Damage as the unwritten primary

In practice, modern MMA judging gives heavy weight to damage. A fighter who lands clean shots that produce cuts, swelling, or visible distress will win the round on most scorecards even if the volume is lower. The 2017 ABC criteria revision made damage a more explicit factor.

The 10-8 round

A 10-8 round historically required a near-finish — the loser saved by the bell, an extended period of being mounted, or a round where the loser was effectively defenseless. Modern criteria are slightly more lenient — a round of total dominance with significant damage can be a 10-8 even without a near-finish.

Judges are encouraged to score 10-8 rounds more often than they historically have. Many close-decision results would flip on better 10-8 enforcement.

The most common scoring mistakes

  1. Confusing volume with effectiveness. The fighter who lands more strikes does not automatically win the round. The fighter who lands the damaging strikes wins the round.
  2. Ignoring takedown defense. A fighter who repeatedly stops takedown attempts is doing meaningful work that should be credited. Inexperienced judges score only the takedown lander.
  3. Over-weighting Octagon control. A fighter walking forward with no offense is not winning the round. Octagon control is a tiebreaker, not the primary factor.
  4. Failing to score 10-8 rounds. Many dominant rounds are scored 10-9 by default. This is the single biggest source of incorrect decisions in modern MMA.
  5. Not adjusting for late-round flurries. A fighter who won 4:30 of the round but absorbed a clean flurry in the final 30 seconds did win the round — the flurry doesn't erase the previous 4:30.

How to score a fight at home

  1. Watch each round independently. Reset your mental scorecard at the start of each round. The previous round's damage does not score in the current round.
  2. Look for damage first. The fighter who hurt the opponent more wins the round. Damage > volume.
  3. Use effective aggression and Octagon control as tiebreakers only. Don't lead with them.
  4. Note 10-8 rounds explicitly. If one fighter dominated a round with significant damage, mark it 10-8 and resist the urge to flatten to 10-9.
  5. Tally at the end, not during. Wait until the final bell before adding up.
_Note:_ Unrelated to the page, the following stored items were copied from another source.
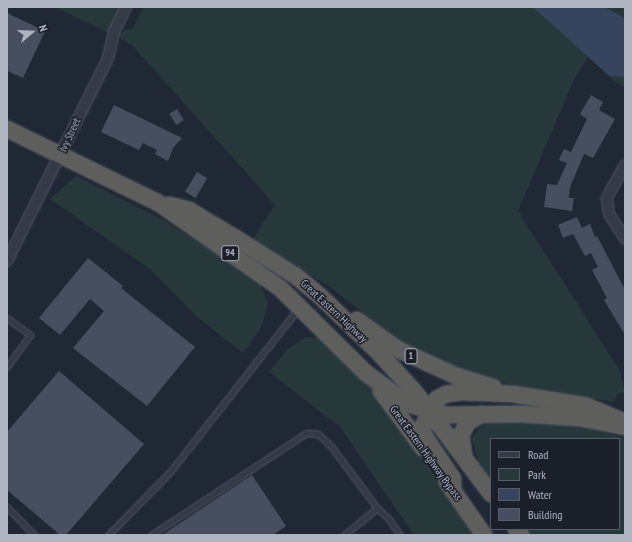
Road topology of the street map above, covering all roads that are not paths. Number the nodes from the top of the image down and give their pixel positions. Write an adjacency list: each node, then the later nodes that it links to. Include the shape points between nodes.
1 (126, 7): 3 (street, Ivy Street, via 114,32 109,54)
2 (7, 129): 3 (highway, Great Eastern Highway / 94)
3 (61, 155): 5 (highway, Great Eastern Highway / 94); 7 (street, Ivy Street)
4 (625, 164): 6 (street, via 607,198 609,214)
5 (157, 202): 8 (highway, Great Eastern Highway / 94, via 189,210 296,276); 9 (highway, Great Eastern Highway / 94, via 280,288)
6 (625, 239)
7 (7, 261)
8 (320, 296): 13 (highway, 1, via 397,349 456,376); 14 (highway, Great Eastern Highway / 94, via 381,356)
9 (301, 306): 12 (highway, Great Eastern Highway / 94); 24 (lane, via 170,472)
10 (7, 318): 11 (lane, via 30,335)
11 (7, 367)
12 (366, 373): 14 (highway, Great Eastern Highway, via 408,404); 19 (highway, Great Eastern Highway Bypass / 94)
13 (514, 394): 14 (highway, via 446,394 437,399); 16 (highway, 1, via 587,406)
14 (429, 411): 15 (highway, Great Eastern Highway); 18 (highway, 94); 19 (highway, via 423,424 423,432 453,480)
15 (482, 414): 17 (highway, Great Eastern Highway, via 580,418); 18 (highway, via 468,422 461,435)
16 (625, 422)
17 (625, 427)
18 (464, 457): 20 (highway, 94)
19 (453, 491): 28 (highway, Great Eastern Highway Bypass / 94)
20 (490, 493)
21 (7, 507): 23 (lane)
22 (377, 508): 25 (lane, via 331,446 318,434 306,433); 26 (lane); 27 (lane)
23 (34, 535)
24 (108, 535)
25 (151, 535)
26 (344, 535)
27 (400, 535)
28 (484, 535)

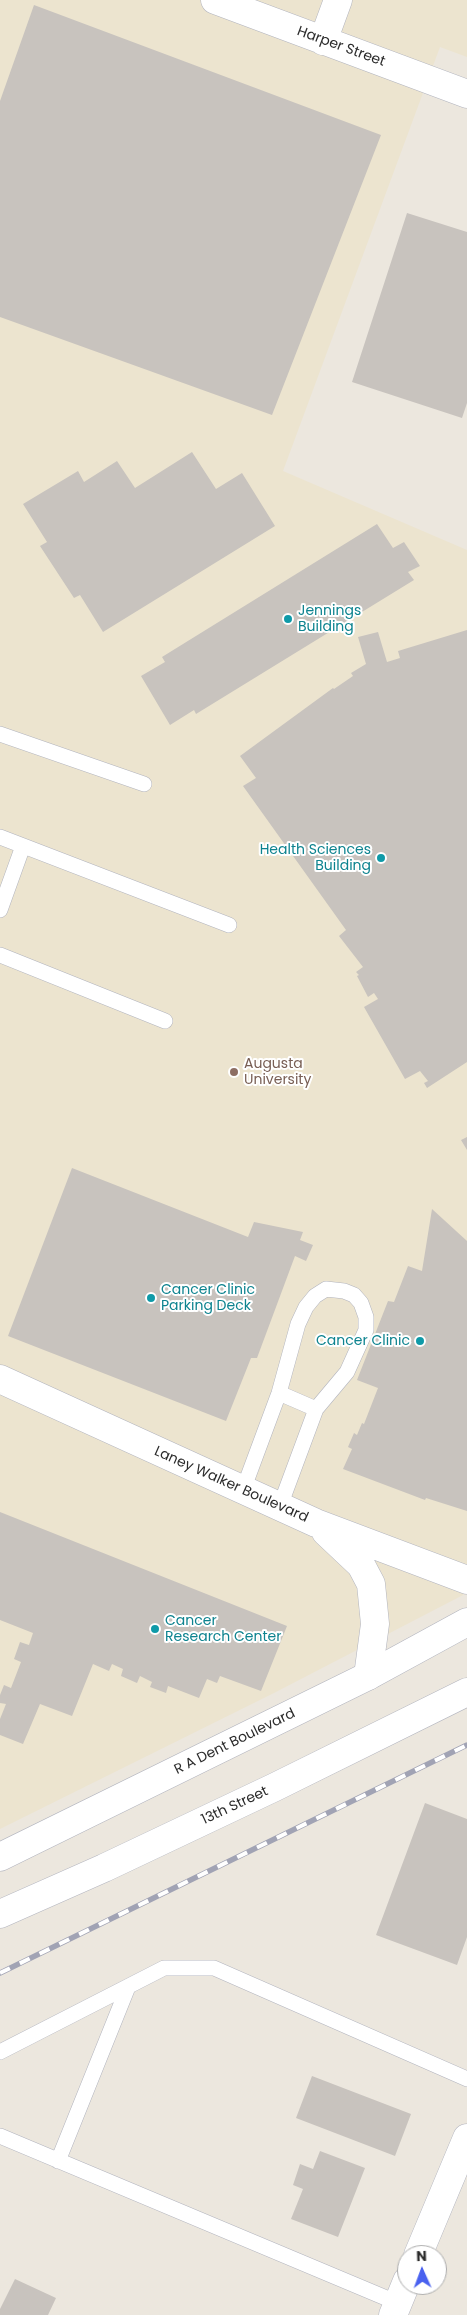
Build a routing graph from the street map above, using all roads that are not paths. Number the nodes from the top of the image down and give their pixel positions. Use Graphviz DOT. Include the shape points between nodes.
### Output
graph roads {
  1 [pos="215,0"];
  2 [pos="338,0"];
  3 [pos="323,40"];
  4 [pos="467,94"];
  5 [pos="0,734"];
  6 [pos="144,784"];
  7 [pos="0,837"];
  8 [pos="22,846"];
  9 [pos="0,910"];
  10 [pos="229,925"];
  11 [pos="0,955"];
  12 [pos="165,1021"];
  13 [pos="0,1379"];
  14 [pos="279,1393"];
  15 [pos="316,1409"];
  16 [pos="243,1490"];
  17 [pos="280,1506"];
  18 [pos="316,1523"];
  19 [pos="467,1580"];
  20 [pos="467,1622"];
  21 [pos="368,1676"];
  22 [pos="467,1692"];
  23 [pos="0,1857"];
  24 [pos="0,1914"];
  25 [pos="128,1987"];
  26 [pos="0,2052"];
  27 [pos="467,2079"];
  28 [pos="0,2136"];
  29 [pos="467,2138"];
  30 [pos="58,2161"];
  31 [pos="422,2245"];
  32 [pos="399,2300"];
  1 -- 3 [label="street, Harper Street"];
  2 -- 3 [label="street"];
  3 -- 4 [label="street, Harper Street"];
  5 -- 6 [label="lane"];
  7 -- 8 [label="lane"];
  8 -- 9 [label="lane"];
  8 -- 10 [label="lane"];
  11 -- 12 [label="lane"];
  13 -- 16 [label="street, Laney Walker Boulevard"];
  14 -- 15 [label="lane"];
  14 -- 15 [label="lane" via="298,1324 306,1307 326,1289 354,1295 366,1317 366,1330 347,1372"];
  14 -- 16 [label="lane"];
  15 -- 17 [label="lane"];
  16 -- 17 [label="street, Laney Walker Boulevard"];
  17 -- 18 [label="street, Laney Walker Boulevard"];
  18 -- 19 [label="street, Laney Walker Boulevard"];
  18 -- 21 [label="street" via="361,1565 371,1584 375,1624"];
  20 -- 21 [label="street, R A Dent Boulevard"];
  21 -- 23 [label="street, R A Dent Boulevard"];
  22 -- 24 [label="street, 13th Street" via="257,1796"];
  25 -- 26 [label="lane"];
  25 -- 27 [label="lane" via="164,1968 214,1968"];
  25 -- 30 [label="lane"];
  28 -- 30 [label="lane"];
  29 -- 31 [label="street"];
  30 -- 32 [label="lane"];
}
Why MMA judging is widely criticized

The combination of three independent judges, subjective criteria, and the diversity of fighter backgrounds makes MMA judging significantly harder than boxing judging. Common issues:

  • Inconsistency across commissions. Texas, Nevada, California, and the international commissions all score slightly differently
  • Boxing-trained judges. Many MMA judges are former boxing judges who under-credit grappling work
  • Late-round bias. The final exchange of a round disproportionately influences the score in many judges' minds
  • Star bias. Implicit favoritism toward the bigger name in close rounds

The judging is improving — the 2017 criteria revision and more MMA-specific judge training have reduced (but not eliminated) the worst scorecards. UFC 215 (Nunes-Shevchenko 2), UFC 247 (Jones-Reyes), and UFC 165 (Jones-Gustafsson 1) are commonly cited examples of scorecards that diverged from the consensus.

Conclusion

Learning to score MMA at home is one of the most valuable skills for a fight fan. It sharpens your understanding of what is actually happening in a round and reduces the frustration of disagreeing with judges. The basic discipline is: damage first, effective aggression as tiebreaker, Octagon control as last resort, and don't be afraid of the 10-8 round.